----- Dataset records -----

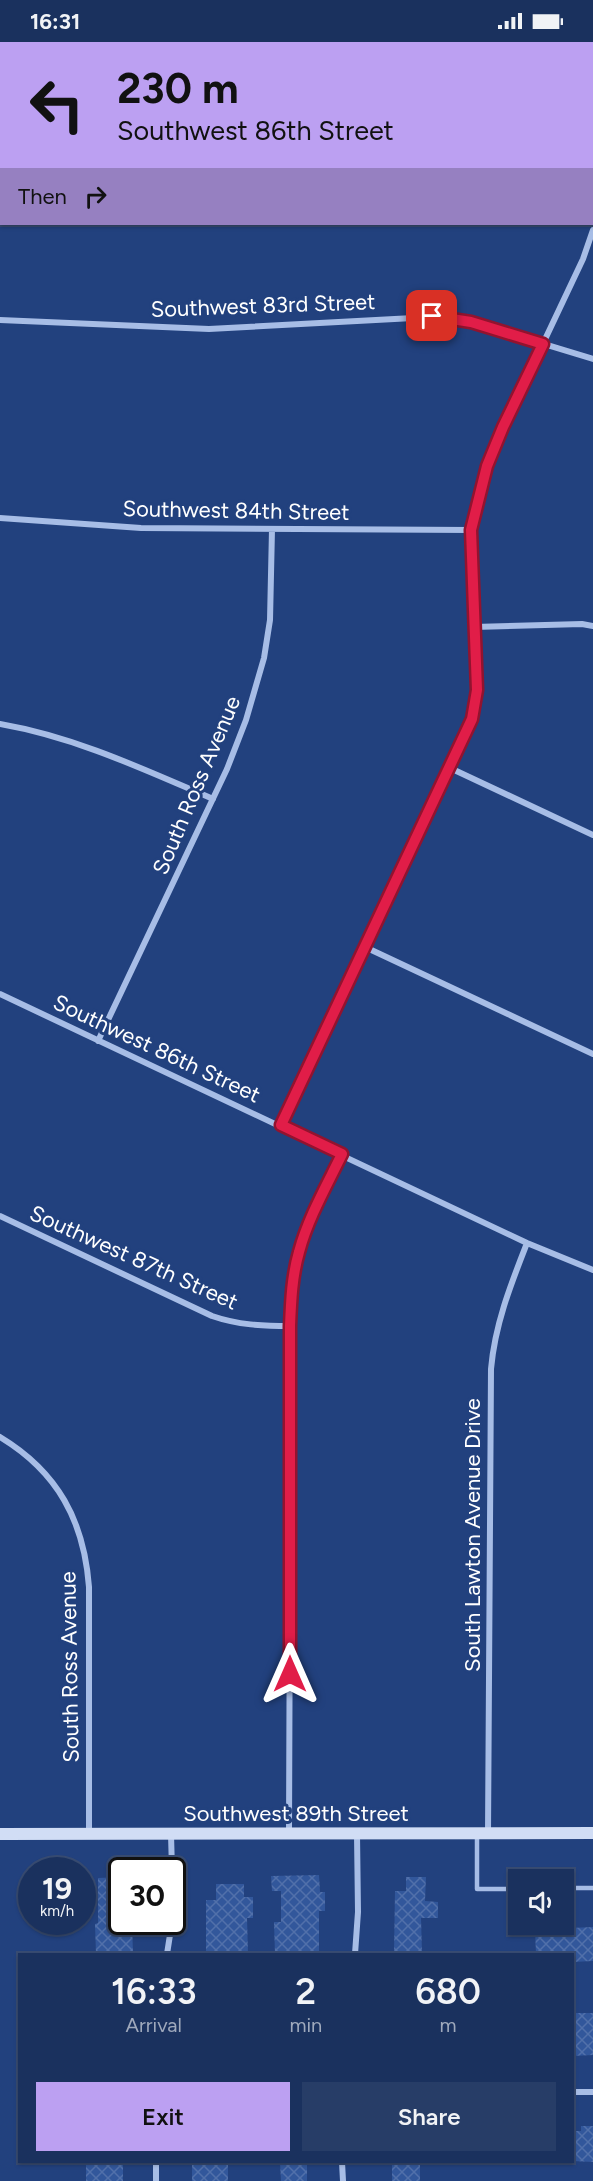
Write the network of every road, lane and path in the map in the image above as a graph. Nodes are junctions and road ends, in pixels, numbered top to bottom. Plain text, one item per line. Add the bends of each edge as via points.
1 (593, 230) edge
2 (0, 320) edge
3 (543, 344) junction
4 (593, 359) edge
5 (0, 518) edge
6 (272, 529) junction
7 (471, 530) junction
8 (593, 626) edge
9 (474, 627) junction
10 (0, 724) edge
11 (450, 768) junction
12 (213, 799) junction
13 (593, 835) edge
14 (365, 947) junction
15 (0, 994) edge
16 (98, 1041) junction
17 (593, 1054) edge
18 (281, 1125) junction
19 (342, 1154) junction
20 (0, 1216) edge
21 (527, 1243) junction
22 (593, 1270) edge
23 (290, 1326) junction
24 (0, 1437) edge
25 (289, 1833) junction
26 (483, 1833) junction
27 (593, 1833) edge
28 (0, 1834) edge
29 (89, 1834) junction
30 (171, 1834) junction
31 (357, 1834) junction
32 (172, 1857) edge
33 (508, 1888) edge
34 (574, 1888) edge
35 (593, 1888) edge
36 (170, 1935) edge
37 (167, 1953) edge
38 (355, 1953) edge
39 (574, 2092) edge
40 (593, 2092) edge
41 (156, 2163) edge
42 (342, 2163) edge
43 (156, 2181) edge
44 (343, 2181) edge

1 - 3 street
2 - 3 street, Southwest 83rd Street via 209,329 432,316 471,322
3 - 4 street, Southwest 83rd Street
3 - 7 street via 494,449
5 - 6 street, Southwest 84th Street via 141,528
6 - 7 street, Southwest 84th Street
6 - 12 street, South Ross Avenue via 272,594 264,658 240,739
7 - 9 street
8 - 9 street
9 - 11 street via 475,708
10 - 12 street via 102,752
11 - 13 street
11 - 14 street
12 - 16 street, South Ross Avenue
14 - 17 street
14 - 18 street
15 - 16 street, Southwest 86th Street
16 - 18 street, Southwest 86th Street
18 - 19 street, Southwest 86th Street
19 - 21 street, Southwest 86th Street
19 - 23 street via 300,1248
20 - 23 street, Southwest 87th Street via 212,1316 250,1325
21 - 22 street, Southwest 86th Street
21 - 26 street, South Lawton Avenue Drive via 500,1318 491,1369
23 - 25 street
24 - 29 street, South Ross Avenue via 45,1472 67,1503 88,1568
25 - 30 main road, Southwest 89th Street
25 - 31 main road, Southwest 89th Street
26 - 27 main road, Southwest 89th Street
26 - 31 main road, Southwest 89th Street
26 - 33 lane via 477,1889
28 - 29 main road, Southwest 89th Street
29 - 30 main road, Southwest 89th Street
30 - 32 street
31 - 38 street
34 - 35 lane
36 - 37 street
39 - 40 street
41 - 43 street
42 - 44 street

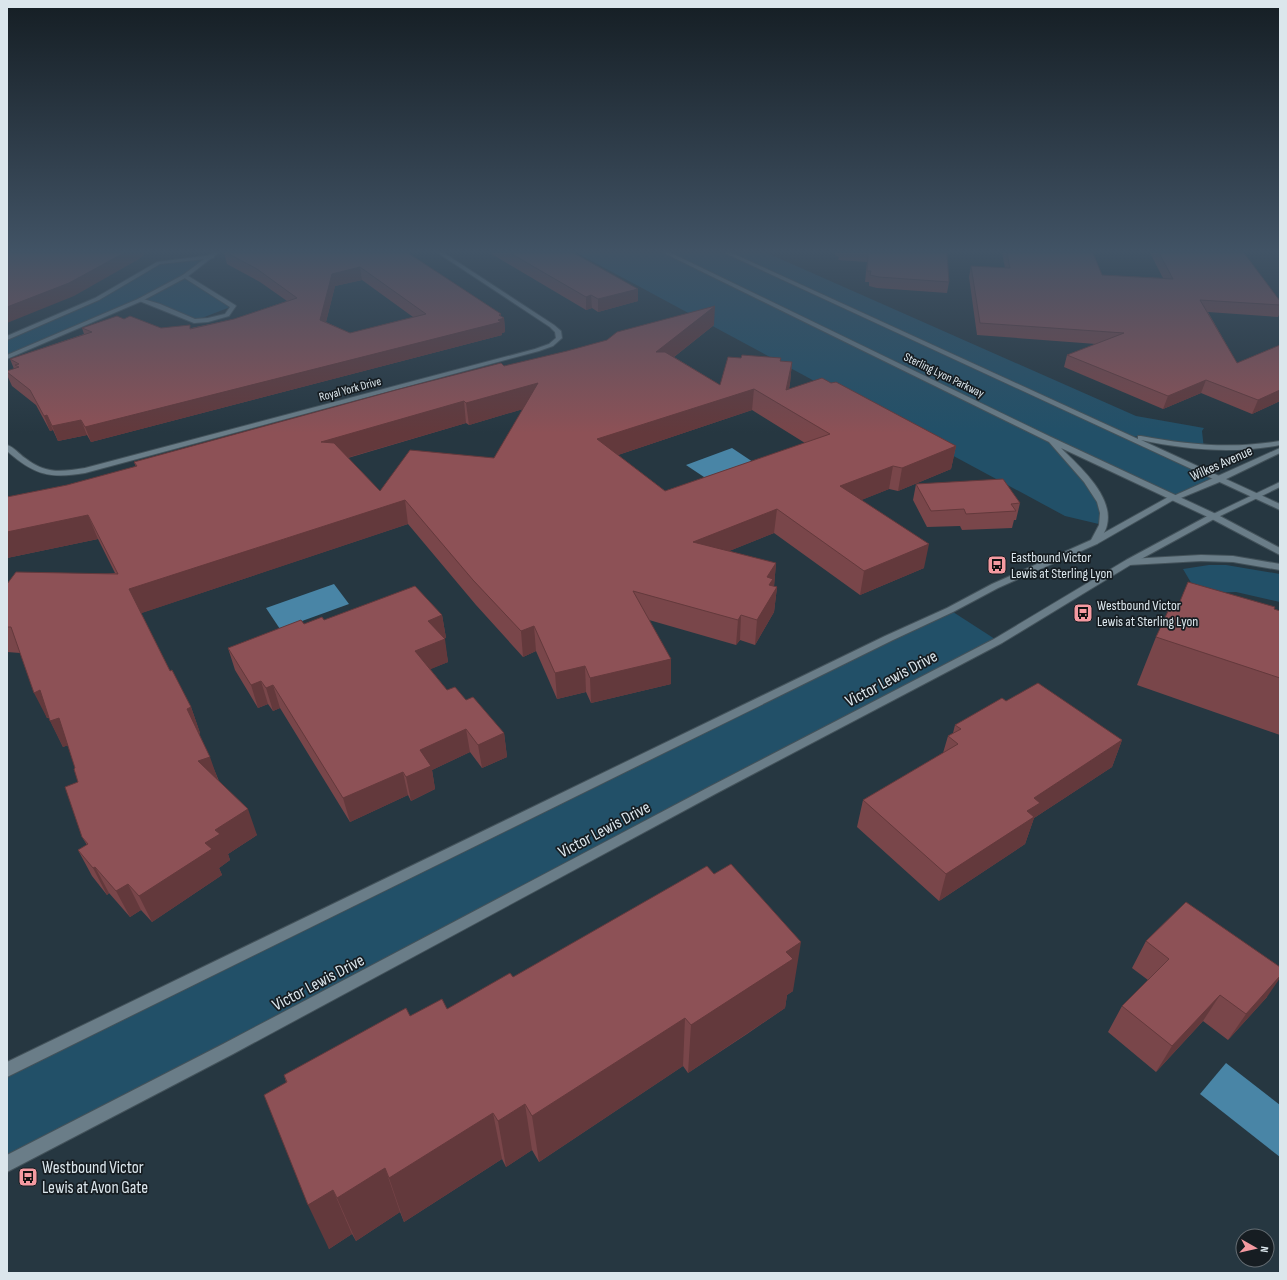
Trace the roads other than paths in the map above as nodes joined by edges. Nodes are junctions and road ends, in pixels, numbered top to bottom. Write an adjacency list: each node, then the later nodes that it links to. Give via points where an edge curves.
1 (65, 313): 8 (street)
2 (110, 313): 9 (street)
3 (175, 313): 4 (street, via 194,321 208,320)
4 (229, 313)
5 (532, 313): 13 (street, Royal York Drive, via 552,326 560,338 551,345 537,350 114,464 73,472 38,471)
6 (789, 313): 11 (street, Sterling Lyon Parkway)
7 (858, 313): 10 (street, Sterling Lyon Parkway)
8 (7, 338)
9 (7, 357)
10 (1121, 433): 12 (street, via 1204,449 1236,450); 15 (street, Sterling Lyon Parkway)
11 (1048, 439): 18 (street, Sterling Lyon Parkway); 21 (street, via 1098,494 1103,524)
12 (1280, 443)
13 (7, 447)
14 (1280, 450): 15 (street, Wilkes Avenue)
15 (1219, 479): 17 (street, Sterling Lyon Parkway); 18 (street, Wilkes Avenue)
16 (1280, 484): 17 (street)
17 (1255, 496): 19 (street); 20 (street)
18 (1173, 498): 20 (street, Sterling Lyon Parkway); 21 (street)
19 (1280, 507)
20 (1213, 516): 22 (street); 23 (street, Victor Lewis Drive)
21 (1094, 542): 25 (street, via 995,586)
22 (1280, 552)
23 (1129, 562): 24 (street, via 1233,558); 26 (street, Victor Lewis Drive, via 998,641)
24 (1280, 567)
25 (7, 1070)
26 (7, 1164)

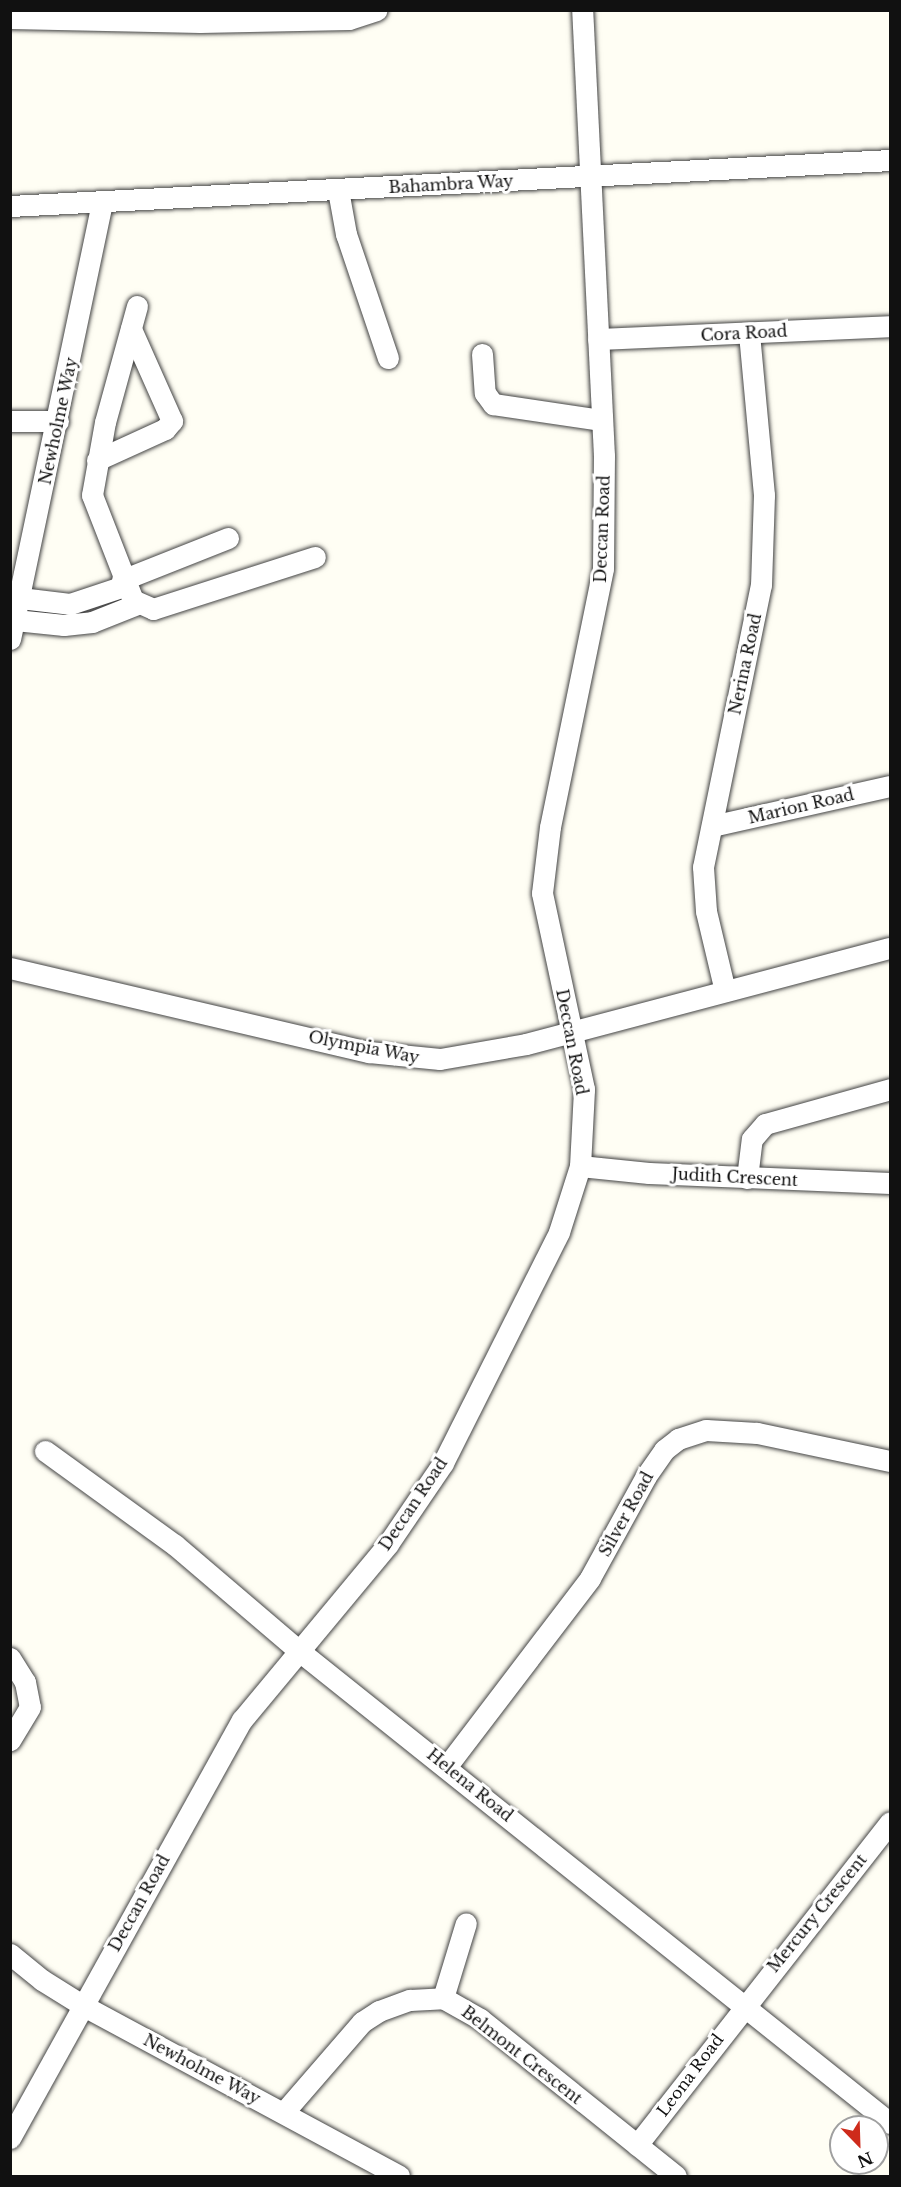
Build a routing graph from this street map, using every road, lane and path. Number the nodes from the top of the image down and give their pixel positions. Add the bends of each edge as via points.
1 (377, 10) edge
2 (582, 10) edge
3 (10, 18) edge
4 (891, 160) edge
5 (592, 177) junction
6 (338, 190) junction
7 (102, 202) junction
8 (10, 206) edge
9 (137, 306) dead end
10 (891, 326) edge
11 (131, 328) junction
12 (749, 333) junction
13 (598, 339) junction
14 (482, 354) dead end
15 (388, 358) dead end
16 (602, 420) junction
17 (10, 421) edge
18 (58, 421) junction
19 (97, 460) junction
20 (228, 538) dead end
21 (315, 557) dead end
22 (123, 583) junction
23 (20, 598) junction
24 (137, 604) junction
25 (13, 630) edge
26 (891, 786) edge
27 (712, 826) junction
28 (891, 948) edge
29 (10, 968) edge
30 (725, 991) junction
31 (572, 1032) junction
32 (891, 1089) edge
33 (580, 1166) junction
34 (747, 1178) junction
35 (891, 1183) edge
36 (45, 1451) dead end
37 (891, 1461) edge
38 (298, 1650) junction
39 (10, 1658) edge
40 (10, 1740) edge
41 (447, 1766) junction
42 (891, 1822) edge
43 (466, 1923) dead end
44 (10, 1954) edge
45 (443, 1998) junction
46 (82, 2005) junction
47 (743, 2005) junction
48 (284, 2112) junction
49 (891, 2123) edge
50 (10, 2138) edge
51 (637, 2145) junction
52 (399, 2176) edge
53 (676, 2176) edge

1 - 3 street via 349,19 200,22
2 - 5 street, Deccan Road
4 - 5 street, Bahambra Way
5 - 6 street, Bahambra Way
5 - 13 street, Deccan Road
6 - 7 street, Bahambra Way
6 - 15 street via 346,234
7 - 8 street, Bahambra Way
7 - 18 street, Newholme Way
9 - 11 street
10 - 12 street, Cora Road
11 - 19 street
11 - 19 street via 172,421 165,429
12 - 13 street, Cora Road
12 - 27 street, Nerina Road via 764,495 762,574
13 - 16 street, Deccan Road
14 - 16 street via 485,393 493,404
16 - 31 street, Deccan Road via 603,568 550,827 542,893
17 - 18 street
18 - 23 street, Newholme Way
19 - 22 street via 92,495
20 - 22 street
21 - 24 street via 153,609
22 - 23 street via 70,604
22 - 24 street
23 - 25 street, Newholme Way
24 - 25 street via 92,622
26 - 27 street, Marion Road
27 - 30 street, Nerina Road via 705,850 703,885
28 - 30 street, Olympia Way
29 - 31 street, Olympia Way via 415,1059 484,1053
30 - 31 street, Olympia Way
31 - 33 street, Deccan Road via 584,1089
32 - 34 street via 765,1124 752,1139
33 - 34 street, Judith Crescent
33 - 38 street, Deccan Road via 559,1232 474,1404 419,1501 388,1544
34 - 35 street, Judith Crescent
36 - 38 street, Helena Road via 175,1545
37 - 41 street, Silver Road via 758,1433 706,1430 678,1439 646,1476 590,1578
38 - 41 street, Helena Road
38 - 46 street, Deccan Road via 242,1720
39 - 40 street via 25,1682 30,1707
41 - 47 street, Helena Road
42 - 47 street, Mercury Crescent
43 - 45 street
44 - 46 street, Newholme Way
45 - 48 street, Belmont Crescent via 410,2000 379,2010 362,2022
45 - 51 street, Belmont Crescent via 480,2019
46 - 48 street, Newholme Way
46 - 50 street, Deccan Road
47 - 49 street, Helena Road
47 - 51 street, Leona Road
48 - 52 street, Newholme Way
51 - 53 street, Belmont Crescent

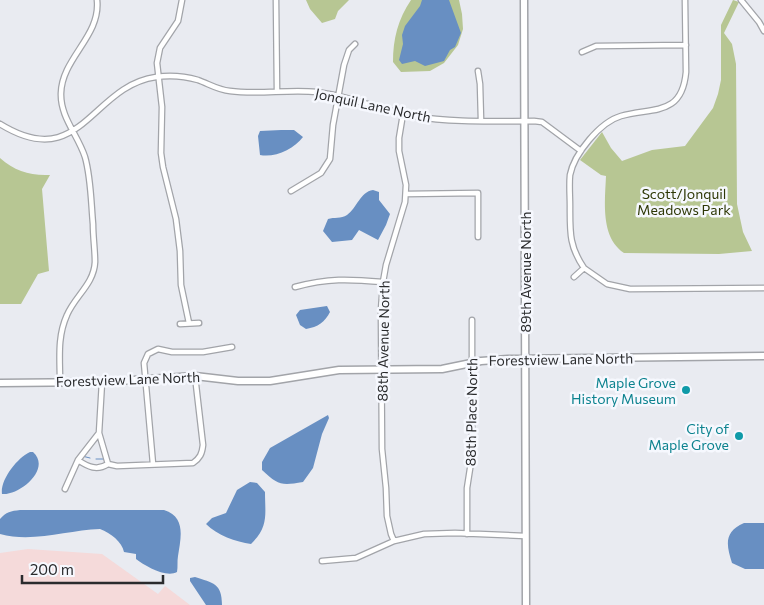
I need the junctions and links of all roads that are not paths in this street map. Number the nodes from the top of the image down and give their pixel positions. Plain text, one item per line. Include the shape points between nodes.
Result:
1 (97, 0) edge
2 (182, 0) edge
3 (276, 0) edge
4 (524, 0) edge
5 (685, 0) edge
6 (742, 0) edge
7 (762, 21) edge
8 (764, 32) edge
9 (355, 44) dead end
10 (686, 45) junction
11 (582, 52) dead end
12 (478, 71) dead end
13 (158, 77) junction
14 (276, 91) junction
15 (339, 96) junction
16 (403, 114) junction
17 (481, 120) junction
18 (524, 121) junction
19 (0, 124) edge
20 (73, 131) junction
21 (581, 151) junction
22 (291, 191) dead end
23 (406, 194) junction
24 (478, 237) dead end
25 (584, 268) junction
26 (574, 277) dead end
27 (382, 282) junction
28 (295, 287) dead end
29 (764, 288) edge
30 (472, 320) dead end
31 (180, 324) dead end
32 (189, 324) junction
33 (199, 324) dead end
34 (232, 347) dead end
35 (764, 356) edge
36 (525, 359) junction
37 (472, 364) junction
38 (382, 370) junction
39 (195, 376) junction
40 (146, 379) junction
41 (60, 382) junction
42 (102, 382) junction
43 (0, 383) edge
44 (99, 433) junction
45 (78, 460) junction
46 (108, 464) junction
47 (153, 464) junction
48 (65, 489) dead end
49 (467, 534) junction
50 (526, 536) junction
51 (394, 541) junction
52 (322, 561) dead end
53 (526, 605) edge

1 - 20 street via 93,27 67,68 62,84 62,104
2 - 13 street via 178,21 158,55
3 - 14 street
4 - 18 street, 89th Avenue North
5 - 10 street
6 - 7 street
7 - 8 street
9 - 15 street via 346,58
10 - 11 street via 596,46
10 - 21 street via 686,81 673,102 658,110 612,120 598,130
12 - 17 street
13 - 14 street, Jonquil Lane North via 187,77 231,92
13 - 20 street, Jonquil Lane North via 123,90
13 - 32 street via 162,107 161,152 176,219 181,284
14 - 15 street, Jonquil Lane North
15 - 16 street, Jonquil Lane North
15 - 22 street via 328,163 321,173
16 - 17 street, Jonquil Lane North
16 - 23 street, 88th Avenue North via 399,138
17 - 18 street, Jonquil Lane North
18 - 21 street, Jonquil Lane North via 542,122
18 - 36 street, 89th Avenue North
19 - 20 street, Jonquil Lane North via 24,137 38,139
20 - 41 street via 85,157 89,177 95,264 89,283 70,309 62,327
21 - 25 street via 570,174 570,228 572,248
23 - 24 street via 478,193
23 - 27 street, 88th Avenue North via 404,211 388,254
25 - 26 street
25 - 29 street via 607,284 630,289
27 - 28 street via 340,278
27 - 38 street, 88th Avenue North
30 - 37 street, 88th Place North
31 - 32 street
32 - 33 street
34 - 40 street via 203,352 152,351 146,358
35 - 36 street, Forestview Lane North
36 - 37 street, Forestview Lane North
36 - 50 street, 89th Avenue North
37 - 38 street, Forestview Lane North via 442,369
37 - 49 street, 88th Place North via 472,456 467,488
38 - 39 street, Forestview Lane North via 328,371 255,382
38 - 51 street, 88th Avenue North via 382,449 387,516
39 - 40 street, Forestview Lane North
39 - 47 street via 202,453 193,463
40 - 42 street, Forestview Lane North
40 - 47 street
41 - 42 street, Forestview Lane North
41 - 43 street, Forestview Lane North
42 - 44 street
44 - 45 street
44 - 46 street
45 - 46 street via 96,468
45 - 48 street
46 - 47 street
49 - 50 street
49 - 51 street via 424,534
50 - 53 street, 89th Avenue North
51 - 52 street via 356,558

-----

** Task instructions **
Please report all lines in the entries where "main" appears.

** Answer section **
25 - 30 main road, Southwest 89th Street
25 - 31 main road, Southwest 89th Street
26 - 27 main road, Southwest 89th Street
26 - 31 main road, Southwest 89th Street
28 - 29 main road, Southwest 89th Street
29 - 30 main road, Southwest 89th Street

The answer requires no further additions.